==== Provided records

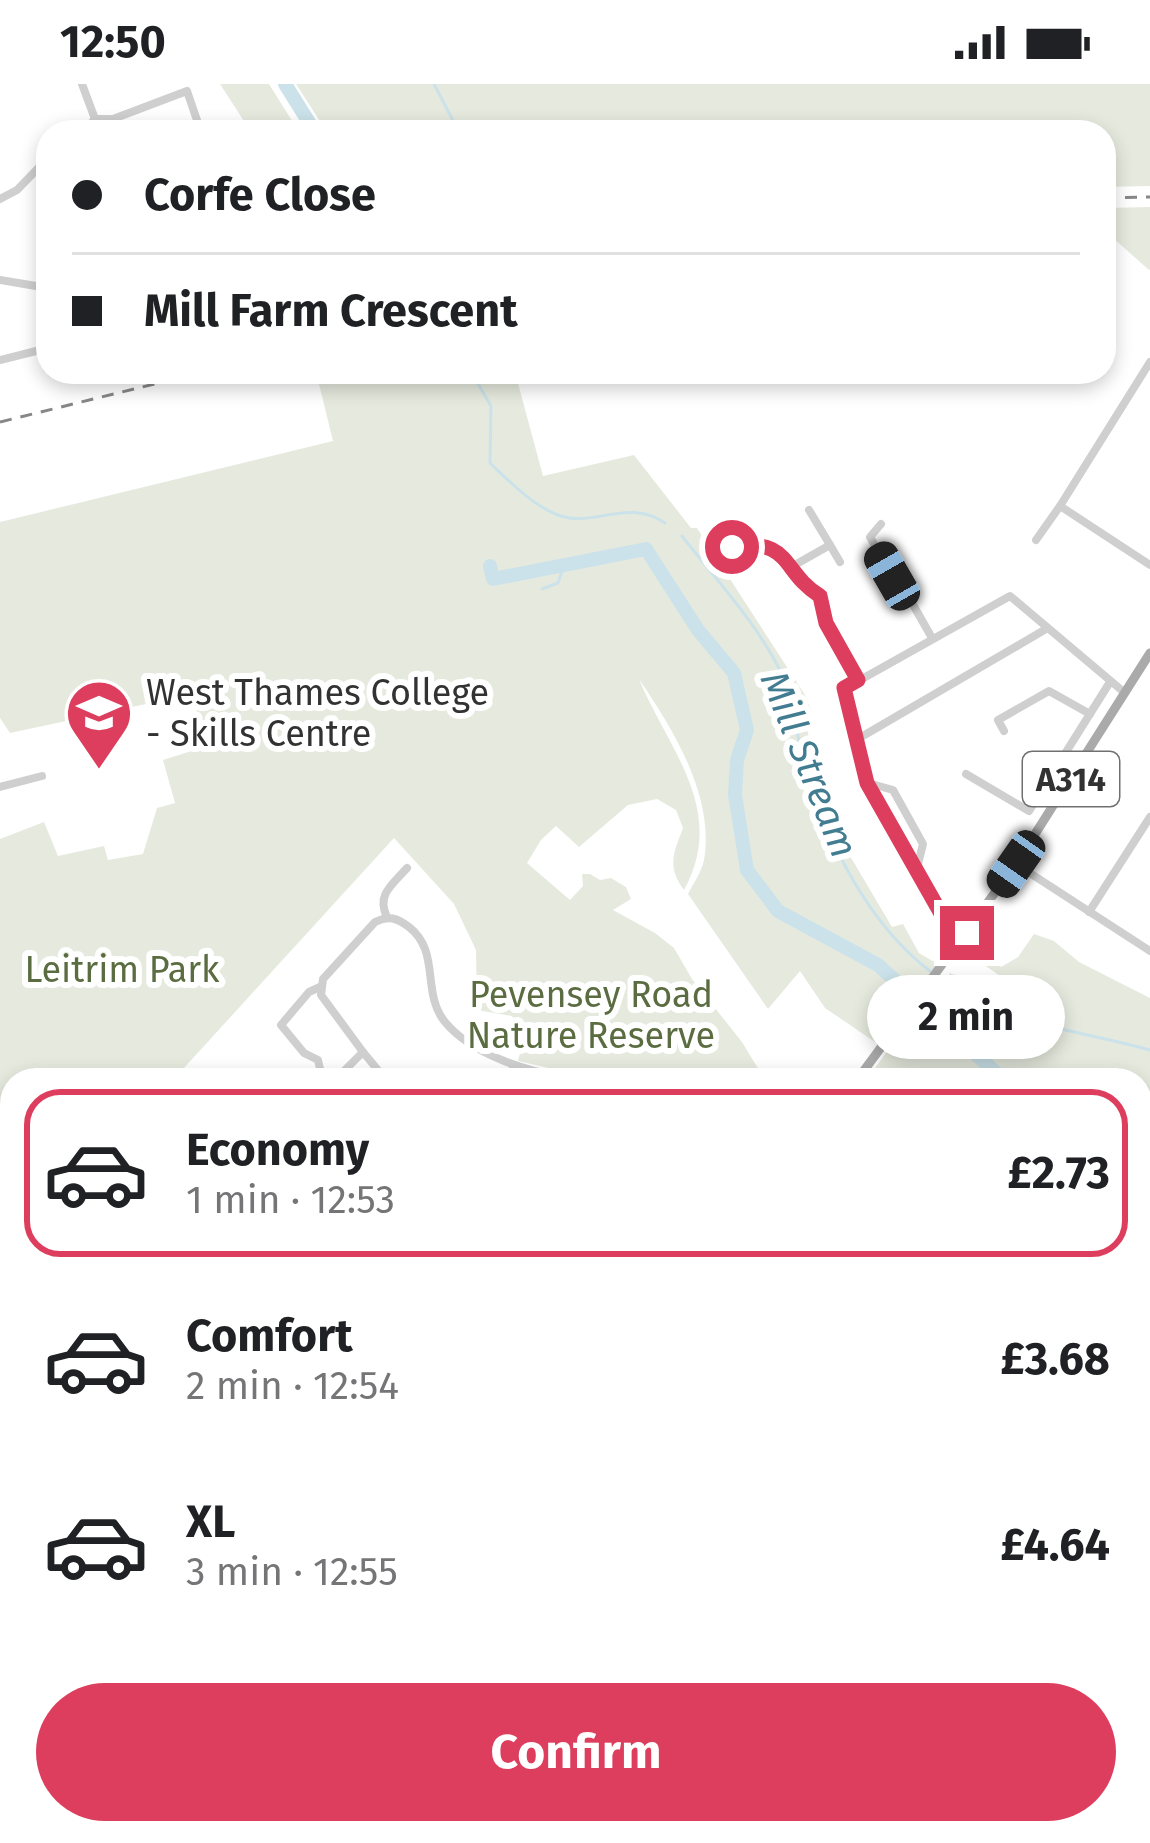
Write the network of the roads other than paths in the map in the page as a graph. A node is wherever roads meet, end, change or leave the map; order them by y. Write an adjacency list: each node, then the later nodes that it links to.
1 (82, 84): 3 (street)
2 (185, 87): 3 (street); 4 (street)
3 (94, 118)
4 (197, 120)
5 (36, 170): 6 (street)
6 (0, 200)
7 (0, 280): 8 (street)
8 (36, 286)
9 (36, 351): 10 (street)
10 (0, 361)
11 (1150, 362): 12 (street)
12 (1060, 506): 15 (street); 20 (street)
13 (809, 510): 16 (street)
14 (881, 524): 22 (street)
15 (1036, 541)
16 (830, 545): 18 (street); 19 (street)
17 (732, 547): 19 (street)
18 (840, 562)
19 (793, 566): 24 (street)
20 (1150, 566)
21 (1046, 629): 22 (street); 25 (street); 29 (street)
22 (932, 638): 24 (street)
23 (1150, 653): 26 (main road, A314)
24 (858, 680): 29 (street)
25 (1110, 682): 26 (street); 27 (street)
26 (1125, 693): 35 (main road, A314)
27 (1090, 713): 28 (street); 30 (street)
28 (1004, 731)
29 (856, 740): 32 (street)
30 (966, 774)
31 (42, 776): 33 (street)
32 (867, 783): 37 (street); 37 (street)
33 (0, 787)
34 (1150, 817): 38 (street)
35 (1016, 864): 38 (street); 40 (main road, A314)
36 (407, 868): 39 (street)
37 (916, 872): 40 (street)
38 (1089, 912): 41 (street)
39 (387, 917): 42 (street); 44 (street)
40 (967, 933): 49 (main road, A314)
41 (1150, 951)
42 (320, 987): 43 (street); 45 (street)
43 (363, 1052): 46 (street); 47 (street)
44 (513, 1067): 48 (street)
45 (320, 1068)
46 (346, 1068)
47 (376, 1068)
48 (518, 1068)
49 (865, 1068)

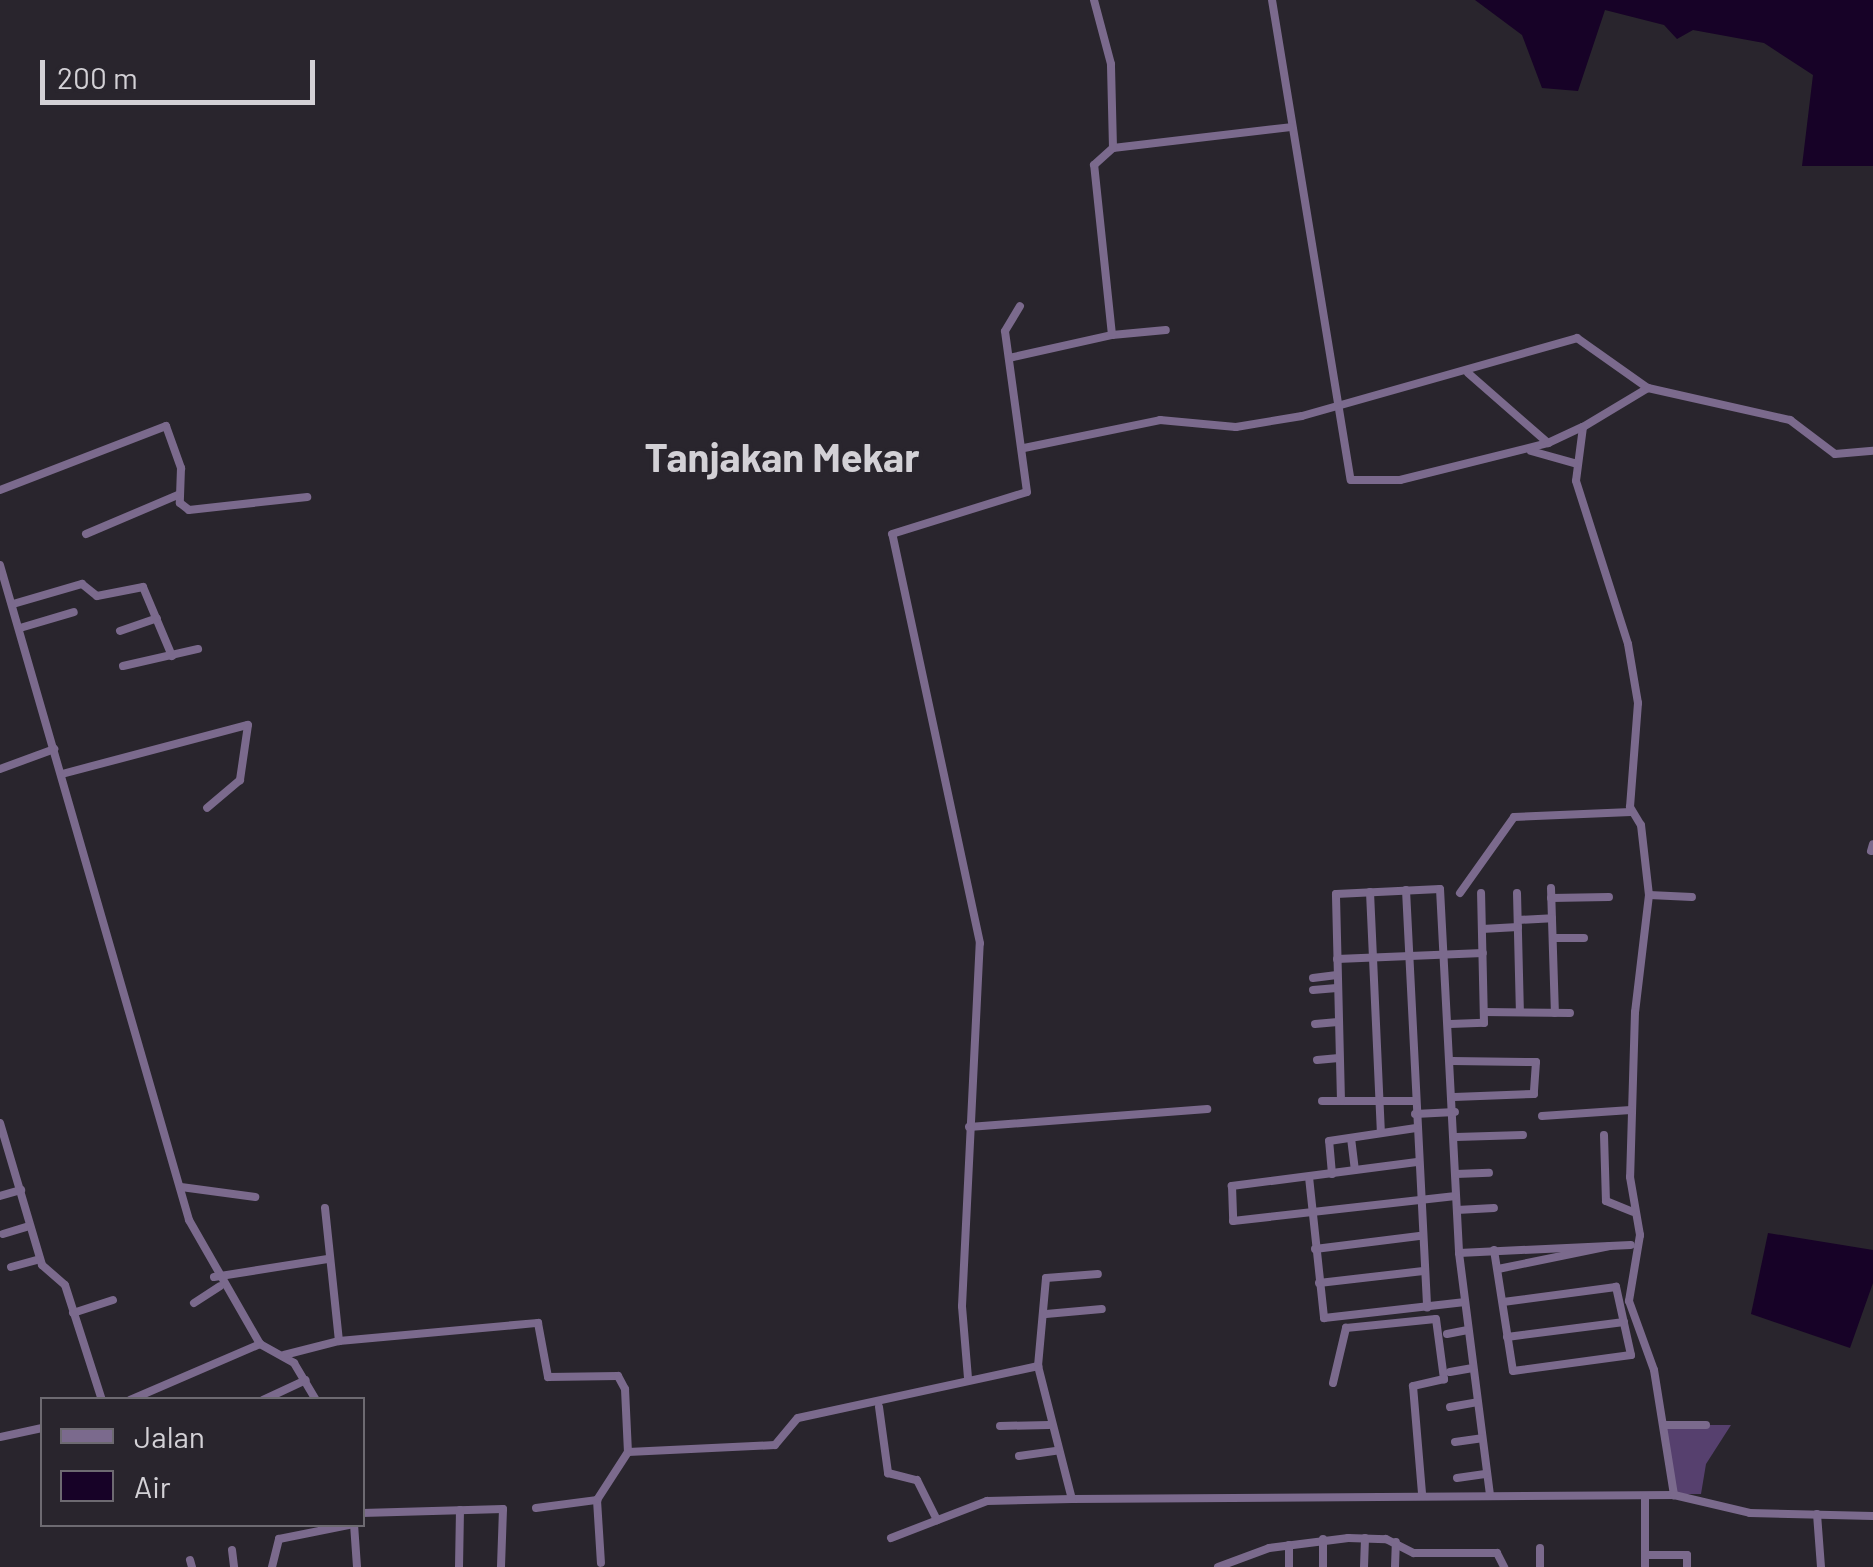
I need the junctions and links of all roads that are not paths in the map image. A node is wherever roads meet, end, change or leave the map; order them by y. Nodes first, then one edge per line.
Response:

========

Task directions.
For each record above, write out every line exactly and skip the pictures.

Exercise response.
Write the network of the roads other than paths in the map in the page as a graph. A node is wherever roads meet, end, change or leave the map; order them by y. Write an adjacency list: each node, then the later nodes that it links to.
1 (82, 84): 3 (street)
2 (185, 87): 3 (street); 4 (street)
3 (94, 118)
4 (197, 120)
5 (36, 170): 6 (street)
6 (0, 200)
7 (0, 280): 8 (street)
8 (36, 286)
9 (36, 351): 10 (street)
10 (0, 361)
11 (1150, 362): 12 (street)
12 (1060, 506): 15 (street); 20 (street)
13 (809, 510): 16 (street)
14 (881, 524): 22 (street)
15 (1036, 541)
16 (830, 545): 18 (street); 19 (street)
17 (732, 547): 19 (street)
18 (840, 562)
19 (793, 566): 24 (street)
20 (1150, 566)
21 (1046, 629): 22 (street); 25 (street); 29 (street)
22 (932, 638): 24 (street)
23 (1150, 653): 26 (main road, A314)
24 (858, 680): 29 (street)
25 (1110, 682): 26 (street); 27 (street)
26 (1125, 693): 35 (main road, A314)
27 (1090, 713): 28 (street); 30 (street)
28 (1004, 731)
29 (856, 740): 32 (street)
30 (966, 774)
31 (42, 776): 33 (street)
32 (867, 783): 37 (street); 37 (street)
33 (0, 787)
34 (1150, 817): 38 (street)
35 (1016, 864): 38 (street); 40 (main road, A314)
36 (407, 868): 39 (street)
37 (916, 872): 40 (street)
38 (1089, 912): 41 (street)
39 (387, 917): 42 (street); 44 (street)
40 (967, 933): 49 (main road, A314)
41 (1150, 951)
42 (320, 987): 43 (street); 45 (street)
43 (363, 1052): 46 (street); 47 (street)
44 (513, 1067): 48 (street)
45 (320, 1068)
46 (346, 1068)
47 (376, 1068)
48 (518, 1068)
49 (865, 1068)

I need the junctions and links of all roads that are not paths in the map image. A node is wherever roads meet, end, change or leave the map; order them by y. Nodes first, then one edge per line.
Response:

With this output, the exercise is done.